Glad to see someone is paying attention to the good ideas I came up with. Too bad its not our mayor.
Wind will not work well here. The turning blades make a lot of noise. I don't think the stacks are far enough away from homes, but we'll soon see. The two stacks would work well as solar towers, though.
The whole area should be turned into a massive recycling, incineration, and gasification plant. It would employ up to 2000 people. It would handle all of the garbage in Ontario if not Canada. Thirty-one million tonnes a year! Fifteen million tonnes in recyclables.
There is also hundreds of millions of tonnes of garbage currently buried in over 10,000 landfills, which can be mined. We could end landfilling across Canada. Cut greenhouses by millions of tonnes. End Mercury and other nasty chemicals from seeping into our groundwater, rivers, streams and lakes.

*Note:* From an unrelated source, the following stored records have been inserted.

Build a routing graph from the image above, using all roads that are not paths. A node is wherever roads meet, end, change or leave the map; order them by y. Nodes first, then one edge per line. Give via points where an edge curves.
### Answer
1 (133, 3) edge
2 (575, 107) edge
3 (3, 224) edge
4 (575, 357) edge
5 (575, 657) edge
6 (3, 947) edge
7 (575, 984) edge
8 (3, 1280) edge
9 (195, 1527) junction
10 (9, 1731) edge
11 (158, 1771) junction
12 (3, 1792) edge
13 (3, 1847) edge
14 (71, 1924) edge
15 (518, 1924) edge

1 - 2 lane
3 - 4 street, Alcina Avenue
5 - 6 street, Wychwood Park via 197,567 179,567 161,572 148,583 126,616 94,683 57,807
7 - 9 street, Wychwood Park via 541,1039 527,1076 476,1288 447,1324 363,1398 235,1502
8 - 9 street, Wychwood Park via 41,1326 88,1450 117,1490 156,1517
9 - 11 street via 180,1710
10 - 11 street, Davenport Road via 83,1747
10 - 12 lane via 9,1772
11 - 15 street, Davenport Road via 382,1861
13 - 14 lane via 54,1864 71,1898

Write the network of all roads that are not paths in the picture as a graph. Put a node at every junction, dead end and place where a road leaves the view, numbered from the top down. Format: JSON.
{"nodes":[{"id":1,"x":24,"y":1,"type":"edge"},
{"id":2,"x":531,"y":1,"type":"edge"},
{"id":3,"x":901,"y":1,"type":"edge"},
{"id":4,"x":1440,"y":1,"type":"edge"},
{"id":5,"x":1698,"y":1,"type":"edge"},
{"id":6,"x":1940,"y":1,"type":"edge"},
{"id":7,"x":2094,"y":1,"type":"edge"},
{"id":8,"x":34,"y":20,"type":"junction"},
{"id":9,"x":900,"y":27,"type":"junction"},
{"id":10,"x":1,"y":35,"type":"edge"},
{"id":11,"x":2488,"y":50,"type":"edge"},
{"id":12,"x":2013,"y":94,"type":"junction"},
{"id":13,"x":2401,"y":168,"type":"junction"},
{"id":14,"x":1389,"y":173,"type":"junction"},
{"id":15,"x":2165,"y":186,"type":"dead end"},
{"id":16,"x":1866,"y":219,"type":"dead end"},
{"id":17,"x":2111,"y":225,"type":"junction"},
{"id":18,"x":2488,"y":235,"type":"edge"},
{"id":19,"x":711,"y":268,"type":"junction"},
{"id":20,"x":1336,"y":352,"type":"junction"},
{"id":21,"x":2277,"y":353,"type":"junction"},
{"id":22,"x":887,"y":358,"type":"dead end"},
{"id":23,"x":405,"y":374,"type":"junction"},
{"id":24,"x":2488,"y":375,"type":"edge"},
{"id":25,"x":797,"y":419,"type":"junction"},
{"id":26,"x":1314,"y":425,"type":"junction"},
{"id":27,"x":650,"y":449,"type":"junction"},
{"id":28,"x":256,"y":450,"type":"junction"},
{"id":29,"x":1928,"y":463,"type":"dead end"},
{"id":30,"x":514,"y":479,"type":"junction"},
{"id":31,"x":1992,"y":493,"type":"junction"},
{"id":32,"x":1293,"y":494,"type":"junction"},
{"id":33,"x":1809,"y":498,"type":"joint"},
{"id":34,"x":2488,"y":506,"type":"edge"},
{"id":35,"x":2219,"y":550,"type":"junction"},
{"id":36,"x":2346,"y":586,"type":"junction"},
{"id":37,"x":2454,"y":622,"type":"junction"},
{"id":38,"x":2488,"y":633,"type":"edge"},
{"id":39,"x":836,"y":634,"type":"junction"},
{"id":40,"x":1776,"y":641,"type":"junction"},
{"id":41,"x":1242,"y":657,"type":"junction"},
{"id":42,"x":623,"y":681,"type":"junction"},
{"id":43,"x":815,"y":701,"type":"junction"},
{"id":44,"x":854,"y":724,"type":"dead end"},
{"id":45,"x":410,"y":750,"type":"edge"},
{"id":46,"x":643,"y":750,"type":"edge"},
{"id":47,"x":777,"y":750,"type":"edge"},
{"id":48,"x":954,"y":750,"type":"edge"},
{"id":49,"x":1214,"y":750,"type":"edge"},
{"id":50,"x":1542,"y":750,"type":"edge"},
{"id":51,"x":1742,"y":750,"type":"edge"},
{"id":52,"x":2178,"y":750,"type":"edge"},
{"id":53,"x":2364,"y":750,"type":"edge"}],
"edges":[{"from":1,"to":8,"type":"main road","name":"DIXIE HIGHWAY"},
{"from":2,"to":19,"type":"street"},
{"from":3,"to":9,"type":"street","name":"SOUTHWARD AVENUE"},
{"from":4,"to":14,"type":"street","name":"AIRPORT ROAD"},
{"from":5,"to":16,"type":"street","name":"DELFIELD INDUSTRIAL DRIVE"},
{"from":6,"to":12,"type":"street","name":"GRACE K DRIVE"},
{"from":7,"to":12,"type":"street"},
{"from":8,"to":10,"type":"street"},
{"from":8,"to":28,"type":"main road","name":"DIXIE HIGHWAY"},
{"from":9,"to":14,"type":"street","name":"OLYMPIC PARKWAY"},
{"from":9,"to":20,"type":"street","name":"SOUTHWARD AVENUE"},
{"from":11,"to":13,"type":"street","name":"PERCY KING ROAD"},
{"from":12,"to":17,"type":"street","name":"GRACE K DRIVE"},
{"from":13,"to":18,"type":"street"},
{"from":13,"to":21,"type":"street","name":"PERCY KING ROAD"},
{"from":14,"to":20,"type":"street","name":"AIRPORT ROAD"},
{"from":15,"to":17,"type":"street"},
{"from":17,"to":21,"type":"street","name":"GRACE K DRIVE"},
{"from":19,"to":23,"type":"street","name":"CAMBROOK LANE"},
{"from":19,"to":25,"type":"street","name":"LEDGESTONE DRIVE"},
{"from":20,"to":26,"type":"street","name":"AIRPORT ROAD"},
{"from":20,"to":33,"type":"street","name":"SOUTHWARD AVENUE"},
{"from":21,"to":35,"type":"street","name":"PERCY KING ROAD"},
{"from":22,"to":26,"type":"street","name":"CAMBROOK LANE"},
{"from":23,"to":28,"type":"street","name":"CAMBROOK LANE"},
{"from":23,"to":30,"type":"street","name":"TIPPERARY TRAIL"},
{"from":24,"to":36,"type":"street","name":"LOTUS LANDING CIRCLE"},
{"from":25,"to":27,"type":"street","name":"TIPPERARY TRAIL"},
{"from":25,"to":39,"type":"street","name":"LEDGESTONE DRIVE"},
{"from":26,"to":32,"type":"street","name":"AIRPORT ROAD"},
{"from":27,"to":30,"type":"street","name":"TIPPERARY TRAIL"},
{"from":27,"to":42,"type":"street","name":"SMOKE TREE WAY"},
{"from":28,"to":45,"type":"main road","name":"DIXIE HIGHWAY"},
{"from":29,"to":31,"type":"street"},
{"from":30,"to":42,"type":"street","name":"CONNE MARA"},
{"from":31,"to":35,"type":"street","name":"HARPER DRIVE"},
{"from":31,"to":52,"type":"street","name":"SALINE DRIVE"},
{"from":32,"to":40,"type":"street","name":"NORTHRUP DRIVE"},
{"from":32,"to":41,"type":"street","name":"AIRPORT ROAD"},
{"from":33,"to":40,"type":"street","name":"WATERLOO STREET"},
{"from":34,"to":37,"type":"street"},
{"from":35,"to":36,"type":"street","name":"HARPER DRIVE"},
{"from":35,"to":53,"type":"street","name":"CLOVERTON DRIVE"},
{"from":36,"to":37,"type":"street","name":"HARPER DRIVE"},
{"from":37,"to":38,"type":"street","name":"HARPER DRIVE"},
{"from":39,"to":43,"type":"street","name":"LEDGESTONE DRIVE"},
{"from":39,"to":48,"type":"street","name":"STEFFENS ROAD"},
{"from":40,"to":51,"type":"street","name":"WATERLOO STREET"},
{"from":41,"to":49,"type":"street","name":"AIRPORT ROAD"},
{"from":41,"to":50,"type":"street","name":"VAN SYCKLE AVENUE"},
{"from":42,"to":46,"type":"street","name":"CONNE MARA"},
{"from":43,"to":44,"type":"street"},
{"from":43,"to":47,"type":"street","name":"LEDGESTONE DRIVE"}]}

The city could bring in over 2 billion $ in new virgin revenue through tipping fees and electricity production and sales. We could drastically reduce property taxes, water and sewer rates. We could produce enough bio-diesel to run all of our city vehicles, eliminating over 8 million $ in current fuel expenditures. Having a low cost electricity producer in this city would encourage others to move here, which means more property tax $ for the city. It would mean more jobs when more people open or move their businesses here.
But where is all this leadership the mayor bragged about during his campaign?